DATA FOR ANALYSIS.
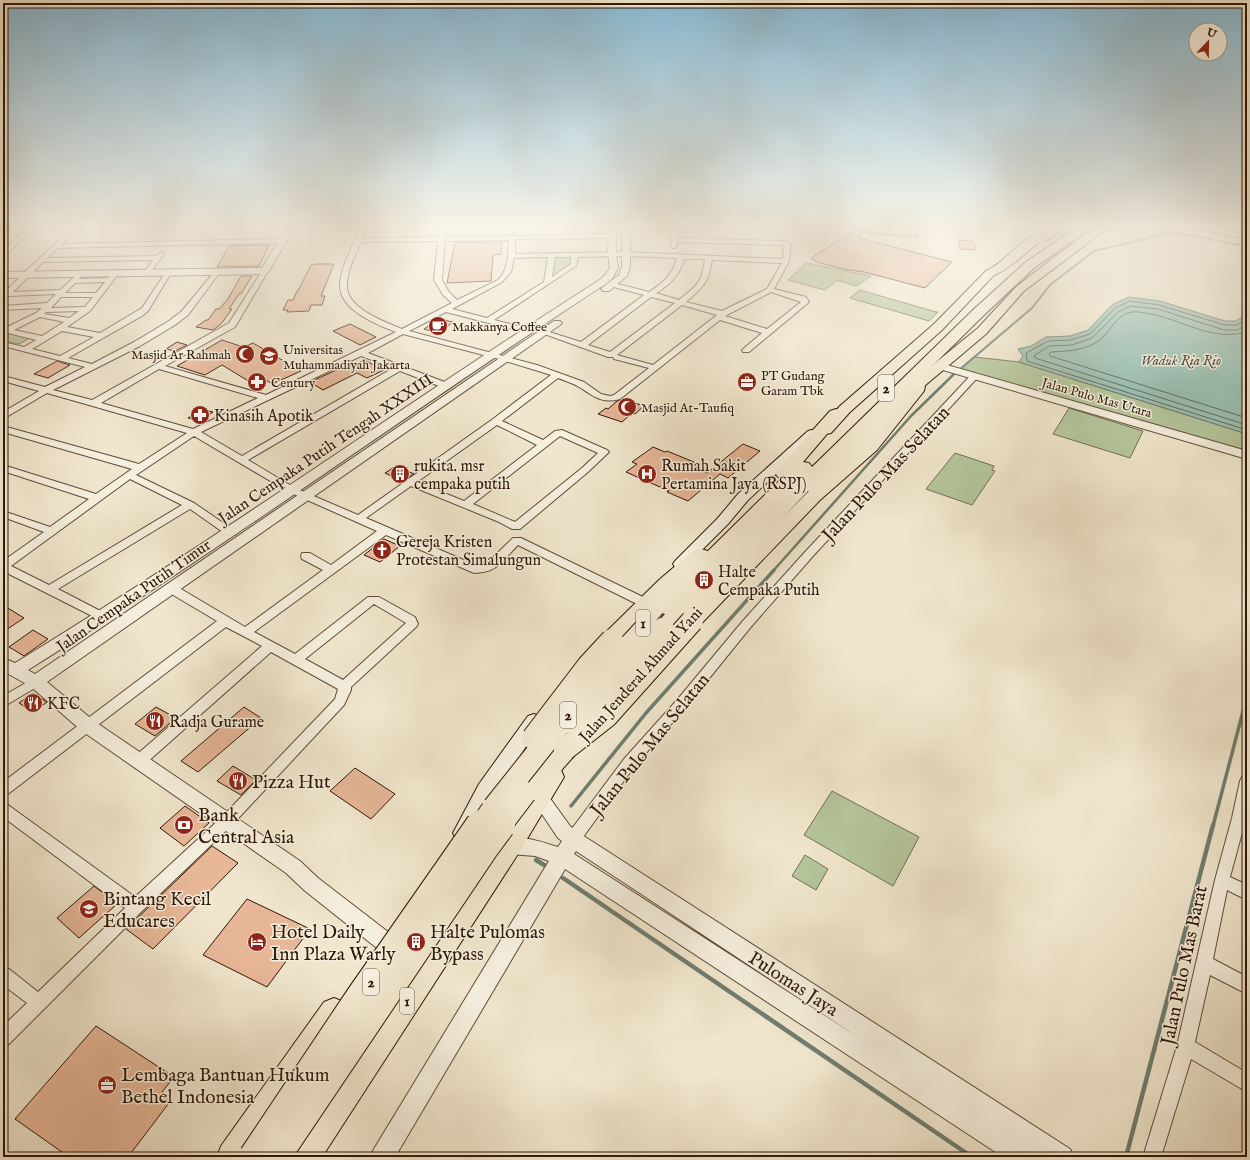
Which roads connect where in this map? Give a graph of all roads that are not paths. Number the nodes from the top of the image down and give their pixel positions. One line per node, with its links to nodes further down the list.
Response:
1 (19, 281): 26 (street)
2 (74, 281): 27 (street)
3 (110, 281): 29 (street)
4 (163, 281): 48 (street)
5 (210, 281): 59 (street)
6 (259, 281): 61 (street)
7 (344, 281): 45 (street)
8 (439, 281): 31 (street)
9 (499, 281): 31 (street)
10 (603, 281): 44 (street, Jalan Cempaka Putih Tengah XXXIII)
11 (617, 281): 23 (street, Jalan Cempaka Putih Timur)
12 (669, 281): 28 (street)
13 (704, 281): 30 (street)
14 (775, 281): 25 (street)
15 (985, 281): 32 (highway, Jalan Jenderal Ahmad Yani / 1)
16 (995, 281): 32 (highway, Jalan Jenderal Ahmad Yani / 1)
17 (1002, 281): 119 (highway, 2, bridge)
18 (1013, 281): 114 (highway, 2, bridge)
19 (1027, 281): 24 (highway, Jalan Jenderal Ahmad Yani / 1)
20 (1030, 281): 24 (highway, Jalan Jenderal Ahmad Yani / 1)
21 (1042, 281): 42 (highway)
22 (547, 282): 40 (street)
23 (613, 284): 28 (street); 46 (street, Jalan Cempaka Putih Timur)
24 (1020, 289): 42 (highway, Jalan Jenderal Ahmad Yani / 1)
25 (770, 290): 38 (street); 47 (street)
26 (6, 293): 27 (street)
27 (61, 294): 29 (street); 37 (street)
28 (650, 294): 30 (street); 51 (street)
29 (98, 295): 35 (street)
30 (679, 303): 38 (street); 56 (street)
31 (457, 304): 36 (street)
32 (960, 306): 72 (highway, Jalan Jenderal Ahmad Yani / 1)
33 (3, 308): 34 (street)
34 (11, 309): 37 (street); 37 (street)
35 (87, 309): 37 (street); 39 (street)
36 (447, 310): 40 (street); 45 (street)
37 (43, 311): 39 (street); 43 (street)
38 (721, 316): 47 (street); 63 (street)
39 (70, 321): 41 (street)
40 (488, 321): 44 (street)
41 (61, 328): 48 (street); 49 (street)
42 (982, 330): 60 (highway, Jalan Jenderal Ahmad Yani / 1)
43 (4, 331): 49 (street)
44 (526, 331): 55 (street, Jalan Cempaka Putih Tengah XXXIII)
45 (404, 332): 54 (street); 55 (street)
46 (543, 332): 51 (street); 58 (street, Jalan Cempaka Putih Timur)
47 (767, 332): 53 (street)
48 (102, 336): 57 (street)
49 (44, 339): 52 (street)
50 (3, 344): 52 (street)
51 (583, 345): 56 (street)
52 (26, 350): 57 (street)
53 (746, 350)
54 (361, 354): 62 (street); 70 (street)
55 (493, 355): 58 (street); 67 (street, Jalan Cempaka Putih Tengah XXXIII)
56 (614, 356): 63 (street)
57 (62, 358): 59 (street)
58 (506, 358): 64 (street); 84 (street, Jalan Cempaka Putih Timur)
59 (92, 366): 69 (street)
60 (943, 366): 65 (street, Jalan Pulo Mas Utara); 68 (highway, Jalan Jenderal Ahmad Yani / 1)
61 (160, 367): 70 (street); 71 (street)
62 (399, 368): 67 (street); 79 (street)
63 (653, 368): 64 (street)
64 (558, 375): 74 (street)
65 (974, 376): 78 (street, Jalan Pulo Mas Utara); 123 (street, Jalan Pulo Mas Selatan)
66 (3, 378): 69 (street)
67 (446, 386): 84 (street, Jalan Cempaka Putih Tengah XXXIII)
68 (917, 386): 108 (highway, Jalan Jenderal Ahmad Yani / 1); 114 (highway, bridge)
69 (46, 390): 71 (street); 73 (street)
70 (267, 398): 76 (street)
71 (94, 403): 76 (street)
72 (840, 412): 100 (main road, Jalan Jenderal Ahmad Yani / 1); 106 (highway, Jalan Jenderal Ahmad Yani / 1); 119 (highway, bridge)
73 (3, 416)
74 (496, 421): 77 (street); 83 (street)
75 (3, 429): 81 (street)
76 (194, 432): 79 (street); 81 (street)
77 (543, 444): 87 (street); 90 (street)
78 (1247, 455)
79 (242, 460): 84 (street)
80 (3, 468): 85 (street)
81 (141, 468): 82 (street)
82 (129, 475): 85 (street); 86 (street)
83 (410, 483): 87 (street); 89 (street)
84 (299, 493): 89 (street); 93 (street, Jalan Cempaka Putih Tengah XXXIII); 99 (street, Jalan Cempaka Putih Timur)
85 (97, 498): 91 (street)
86 (190, 505): 93 (street); 98 (street)
87 (465, 505): 90 (street)
88 (3, 514): 91 (street)
89 (359, 519): 92 (street)
90 (516, 527): 94 (street)
91 (52, 531): 96 (street)
92 (384, 531): 94 (street); 97 (street)
93 (231, 533): 101 (street, Jalan Cempaka Putih Tengah XXXIII)
94 (517, 540): 100 (street)
95 (306, 556): 97 (street)
96 (3, 566): 98 (street)
97 (332, 570): 103 (street)
98 (50, 589): 101 (street)
99 (172, 589): 102 (street); 107 (street, Jalan Cempaka Putih Timur)
100 (642, 601): 125 (main road, Jalan Jenderal Ahmad Yani / 1)
101 (102, 617): 107 (street, Jalan Cempaka Putih Tengah XXXIII)
102 (225, 622): 103 (street); 113 (street)
103 (246, 632): 104 (street)
104 (270, 646): 105 (street); 115 (street)
105 (297, 659): 109 (street); 109 (street)
106 (607, 661): 108 (highway); 111 (highway, Jalan Jenderal Ahmad Yani / 1)
107 (16, 672): 110 (street); 113 (street)
108 (635, 675): 112 (highway, Jalan Jenderal Ahmad Yani / 1)
109 (344, 686): 122 (street)
110 (3, 702)
111 (570, 702): 112 (highway); 125 (highway, Jalan Jenderal Ahmad Yani / 1)
112 (600, 715): 118 (highway, Jalan Jenderal Ahmad Yani / 1)
113 (88, 726): 115 (street); 117 (street)
114 (565, 749): 141 (highway, 2, bridge)
115 (139, 761): 122 (street)
116 (1247, 781): 121 (street, Jalan Pulo Mas Barat)
117 (3, 790)
118 (538, 795): 123 (street, Pulomas Jaya); 124 (highway, Jalan Jenderal Ahmad Yani / 1)
119 (494, 807): 140 (highway, 2, bridge)
120 (3, 809): 128 (street)
121 (1243, 820): 126 (street, Jalan Pulo Mas Barat)
122 (227, 821): 128 (street); 129 (street)
123 (561, 840): 124 (street, Pulomas Jaya); 143 (street, Jalan Pulo Mas Selatan); 144 (street, Pulomas Jaya); 145 (street, Pulomas Jaya)
124 (523, 847): 138 (highway, Jalan Jenderal Ahmad Yani / 1)
125 (456, 848): 129 (highway, Jalan Jenderal Ahmad Yani / 1)
126 (1222, 880): 127 (street); 130 (street, Jalan Pulo Mas Barat)
127 (1247, 893)
128 (136, 907): 133 (street)
129 (385, 942): 137 (highway, Jalan Jenderal Ahmad Yani / 1)
130 (1204, 963): 132 (street); 135 (street, Jalan Pulo Mas Barat)
131 (3, 975): 133 (street)
132 (1247, 986)
133 (40, 1002): 134 (street)
134 (3, 1038)
135 (1186, 1046): 136 (street); 146 (street, Jalan Pulo Mas Barat)
136 (1247, 1083)
137 (282, 1087): 138 (highway); 139 (highway, Jalan Jenderal Ahmad Yani / 1)
138 (328, 1118): 142 (highway, Jalan Jenderal Ahmad Yani / 1)
139 (232, 1157)
140 (254, 1157)
141 (275, 1157)
142 (304, 1157)
143 (382, 1157)
144 (1024, 1157)
145 (1062, 1157)
146 (1152, 1157)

PROBLEM DETAILS.
Taking the listing above as a whole, count the lines that include the word "main" and report the figure only.

SOLUTION.
2